Здесь много слов с отрицательным значением: «пустослов», «гной», «тиранит», «прелюбодей», « умертвие », «паскудно-гадливая», «лицо тупое и нескладное» и все в таком духе. Роман кишит подобными выражениями, отчего становится тошно, даже если ничего особенно мерзкого не происходит. Все эти заведомо угнетающие эпитеты и словоформы своего апофеоза достигают в именах, вернее, в их формах: Стёпка-балбес, Петенька, Володенька, Аннинька , Любинька , Евпраксеюшка и самое главное имя – Иудушка. Вроде все уменьшительно-ласкательные, а сколько в них желчи, сколько гнили, сколько пустозвонства. Лишь имя Арины Петровны оставалось неизменным, но и оно частенько заменялось на «милый мой друг маменька», что звучало из уст Иудушки как шипящее предупреждение змеи подколодной.

Госпожа Головлева Арина Петровна – олицетворение самодержавия, властного, вездесущего, жесткого и даже жестокого.

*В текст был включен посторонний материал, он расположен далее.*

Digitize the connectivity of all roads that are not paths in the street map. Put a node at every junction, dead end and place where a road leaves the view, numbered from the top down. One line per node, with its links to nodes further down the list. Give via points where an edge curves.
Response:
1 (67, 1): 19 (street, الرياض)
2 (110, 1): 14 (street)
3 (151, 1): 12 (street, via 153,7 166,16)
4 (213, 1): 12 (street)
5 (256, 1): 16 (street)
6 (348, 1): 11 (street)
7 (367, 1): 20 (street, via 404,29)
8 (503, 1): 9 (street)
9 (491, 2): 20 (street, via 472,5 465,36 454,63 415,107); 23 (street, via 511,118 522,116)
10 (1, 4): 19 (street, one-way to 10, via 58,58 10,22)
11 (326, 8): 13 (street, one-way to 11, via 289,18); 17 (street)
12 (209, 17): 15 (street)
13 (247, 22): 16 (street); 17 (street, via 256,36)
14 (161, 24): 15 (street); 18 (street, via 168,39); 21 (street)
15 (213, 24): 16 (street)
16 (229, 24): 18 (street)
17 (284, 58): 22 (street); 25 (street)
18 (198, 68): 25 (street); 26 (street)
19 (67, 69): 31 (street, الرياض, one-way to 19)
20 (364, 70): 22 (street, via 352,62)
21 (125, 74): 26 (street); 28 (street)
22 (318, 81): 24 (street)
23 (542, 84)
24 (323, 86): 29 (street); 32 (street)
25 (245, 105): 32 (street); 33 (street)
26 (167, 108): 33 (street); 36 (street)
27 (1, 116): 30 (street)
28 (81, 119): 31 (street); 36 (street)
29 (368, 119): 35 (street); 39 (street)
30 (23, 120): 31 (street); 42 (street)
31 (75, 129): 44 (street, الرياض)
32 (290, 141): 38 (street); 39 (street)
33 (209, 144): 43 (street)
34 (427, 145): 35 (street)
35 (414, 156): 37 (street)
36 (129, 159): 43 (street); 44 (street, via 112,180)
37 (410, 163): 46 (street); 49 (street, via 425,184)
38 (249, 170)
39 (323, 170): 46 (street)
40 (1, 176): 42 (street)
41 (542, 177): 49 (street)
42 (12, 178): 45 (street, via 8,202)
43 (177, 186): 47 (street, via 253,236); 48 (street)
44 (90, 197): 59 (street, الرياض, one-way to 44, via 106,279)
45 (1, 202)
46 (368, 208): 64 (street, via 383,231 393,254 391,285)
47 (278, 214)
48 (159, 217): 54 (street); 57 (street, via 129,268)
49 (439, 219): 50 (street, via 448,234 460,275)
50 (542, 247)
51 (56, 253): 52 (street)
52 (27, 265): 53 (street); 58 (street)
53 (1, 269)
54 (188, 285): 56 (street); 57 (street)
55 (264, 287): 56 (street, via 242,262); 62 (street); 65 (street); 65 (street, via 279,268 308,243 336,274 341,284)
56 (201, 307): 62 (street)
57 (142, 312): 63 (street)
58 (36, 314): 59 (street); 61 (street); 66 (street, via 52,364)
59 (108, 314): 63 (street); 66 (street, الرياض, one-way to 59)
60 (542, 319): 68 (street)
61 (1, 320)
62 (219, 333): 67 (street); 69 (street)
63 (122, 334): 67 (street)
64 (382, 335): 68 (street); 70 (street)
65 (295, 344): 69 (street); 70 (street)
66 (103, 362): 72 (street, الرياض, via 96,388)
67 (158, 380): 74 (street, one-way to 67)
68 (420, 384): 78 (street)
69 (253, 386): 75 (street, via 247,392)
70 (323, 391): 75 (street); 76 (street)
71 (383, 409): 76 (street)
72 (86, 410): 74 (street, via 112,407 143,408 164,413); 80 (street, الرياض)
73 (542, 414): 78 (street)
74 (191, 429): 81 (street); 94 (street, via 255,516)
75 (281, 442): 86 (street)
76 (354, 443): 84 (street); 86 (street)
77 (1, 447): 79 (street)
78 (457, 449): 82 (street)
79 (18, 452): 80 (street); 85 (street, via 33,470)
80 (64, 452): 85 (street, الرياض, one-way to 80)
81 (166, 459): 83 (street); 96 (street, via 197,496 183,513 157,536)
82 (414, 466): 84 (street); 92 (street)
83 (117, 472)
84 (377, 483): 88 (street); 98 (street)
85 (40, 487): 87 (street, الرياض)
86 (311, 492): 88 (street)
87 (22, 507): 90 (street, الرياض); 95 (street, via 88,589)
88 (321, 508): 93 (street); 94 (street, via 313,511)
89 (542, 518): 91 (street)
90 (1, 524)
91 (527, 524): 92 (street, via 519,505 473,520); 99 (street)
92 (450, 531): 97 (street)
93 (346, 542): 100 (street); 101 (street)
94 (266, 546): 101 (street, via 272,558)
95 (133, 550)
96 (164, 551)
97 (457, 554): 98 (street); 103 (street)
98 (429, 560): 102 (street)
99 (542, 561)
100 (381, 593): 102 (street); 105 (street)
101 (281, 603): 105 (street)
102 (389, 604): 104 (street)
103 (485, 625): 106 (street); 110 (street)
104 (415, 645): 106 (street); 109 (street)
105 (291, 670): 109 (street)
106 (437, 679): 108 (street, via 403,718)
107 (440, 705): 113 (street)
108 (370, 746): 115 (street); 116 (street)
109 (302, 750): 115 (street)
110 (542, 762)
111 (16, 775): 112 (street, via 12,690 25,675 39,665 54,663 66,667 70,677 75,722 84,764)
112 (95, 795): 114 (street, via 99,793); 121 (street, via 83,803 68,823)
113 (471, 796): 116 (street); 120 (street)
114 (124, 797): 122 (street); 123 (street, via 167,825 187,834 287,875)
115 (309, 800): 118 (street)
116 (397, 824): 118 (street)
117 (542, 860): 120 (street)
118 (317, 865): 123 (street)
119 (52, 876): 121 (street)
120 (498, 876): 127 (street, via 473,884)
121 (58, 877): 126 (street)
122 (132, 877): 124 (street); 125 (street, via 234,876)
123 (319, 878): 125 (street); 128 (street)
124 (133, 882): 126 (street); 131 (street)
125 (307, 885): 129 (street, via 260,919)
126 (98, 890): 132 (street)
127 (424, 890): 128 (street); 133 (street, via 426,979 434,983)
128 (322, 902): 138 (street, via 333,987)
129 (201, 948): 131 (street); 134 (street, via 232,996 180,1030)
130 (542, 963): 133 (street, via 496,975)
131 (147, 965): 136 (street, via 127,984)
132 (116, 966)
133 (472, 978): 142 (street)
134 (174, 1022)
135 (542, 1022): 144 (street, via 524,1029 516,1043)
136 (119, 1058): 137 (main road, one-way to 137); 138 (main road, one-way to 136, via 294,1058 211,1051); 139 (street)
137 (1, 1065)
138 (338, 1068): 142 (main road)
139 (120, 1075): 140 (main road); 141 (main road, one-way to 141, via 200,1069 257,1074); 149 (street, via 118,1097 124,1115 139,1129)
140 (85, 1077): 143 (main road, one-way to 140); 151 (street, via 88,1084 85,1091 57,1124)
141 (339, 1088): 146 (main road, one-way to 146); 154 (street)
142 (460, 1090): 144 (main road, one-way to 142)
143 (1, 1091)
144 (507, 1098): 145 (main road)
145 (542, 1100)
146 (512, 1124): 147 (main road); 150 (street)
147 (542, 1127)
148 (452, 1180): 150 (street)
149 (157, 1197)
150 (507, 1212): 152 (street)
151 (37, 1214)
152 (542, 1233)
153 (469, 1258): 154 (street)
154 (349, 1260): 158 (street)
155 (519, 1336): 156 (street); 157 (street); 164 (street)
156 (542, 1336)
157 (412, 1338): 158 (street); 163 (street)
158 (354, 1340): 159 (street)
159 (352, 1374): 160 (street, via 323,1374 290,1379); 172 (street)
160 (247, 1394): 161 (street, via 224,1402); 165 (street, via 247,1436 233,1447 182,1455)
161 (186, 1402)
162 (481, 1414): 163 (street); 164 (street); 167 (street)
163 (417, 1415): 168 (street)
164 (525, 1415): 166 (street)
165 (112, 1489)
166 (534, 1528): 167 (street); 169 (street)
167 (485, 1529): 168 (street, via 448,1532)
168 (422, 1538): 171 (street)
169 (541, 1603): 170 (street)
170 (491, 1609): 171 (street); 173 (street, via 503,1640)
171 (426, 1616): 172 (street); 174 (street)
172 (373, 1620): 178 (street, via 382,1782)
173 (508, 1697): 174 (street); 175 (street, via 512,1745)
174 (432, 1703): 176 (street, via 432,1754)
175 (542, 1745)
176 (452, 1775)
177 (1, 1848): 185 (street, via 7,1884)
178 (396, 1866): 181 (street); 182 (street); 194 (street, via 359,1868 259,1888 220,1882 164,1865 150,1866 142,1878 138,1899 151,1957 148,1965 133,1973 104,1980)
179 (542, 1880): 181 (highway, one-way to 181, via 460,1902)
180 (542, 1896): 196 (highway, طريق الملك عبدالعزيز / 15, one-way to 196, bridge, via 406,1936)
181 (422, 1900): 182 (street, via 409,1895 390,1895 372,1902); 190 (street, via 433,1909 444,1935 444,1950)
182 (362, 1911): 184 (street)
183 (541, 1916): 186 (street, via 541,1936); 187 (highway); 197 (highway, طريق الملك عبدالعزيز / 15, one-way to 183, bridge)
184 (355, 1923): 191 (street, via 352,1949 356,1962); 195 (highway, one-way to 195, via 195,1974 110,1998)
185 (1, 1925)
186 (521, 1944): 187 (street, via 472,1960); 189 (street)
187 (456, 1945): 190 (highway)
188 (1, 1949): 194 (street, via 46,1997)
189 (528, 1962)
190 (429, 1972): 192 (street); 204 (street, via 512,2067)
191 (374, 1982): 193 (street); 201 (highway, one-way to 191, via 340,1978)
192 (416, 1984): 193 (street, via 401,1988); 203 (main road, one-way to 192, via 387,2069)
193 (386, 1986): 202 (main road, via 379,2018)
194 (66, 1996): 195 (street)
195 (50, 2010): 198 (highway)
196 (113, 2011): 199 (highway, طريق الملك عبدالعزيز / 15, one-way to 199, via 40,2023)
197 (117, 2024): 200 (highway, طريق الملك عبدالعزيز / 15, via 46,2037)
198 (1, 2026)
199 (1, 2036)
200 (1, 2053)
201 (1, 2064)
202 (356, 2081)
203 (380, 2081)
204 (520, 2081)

При этом она настолько заигралась в свою власть, что в итоге сама же от неё и пострадала. Сумасбродство и самолюбие (даже, наверное, самолюбование) привели в итоге к её краху, потому что, сколько не бойся она своего среднего сына Порфирия Владимирыча , сколько не помни, что он Иудушка (как назвал его старший сын Стёпка), а его лесть и лизоблюдство медленно, но верно делали своё дело: фактически изведя старшего сына, недолюбливая младшего лишь из-за его сдержанности и внутренней пустоты, она самолично сделала среднего хозяином всего того богатства, которое к моменту отмены крепостного права хоть и немного поскуднело , но все ж было велико.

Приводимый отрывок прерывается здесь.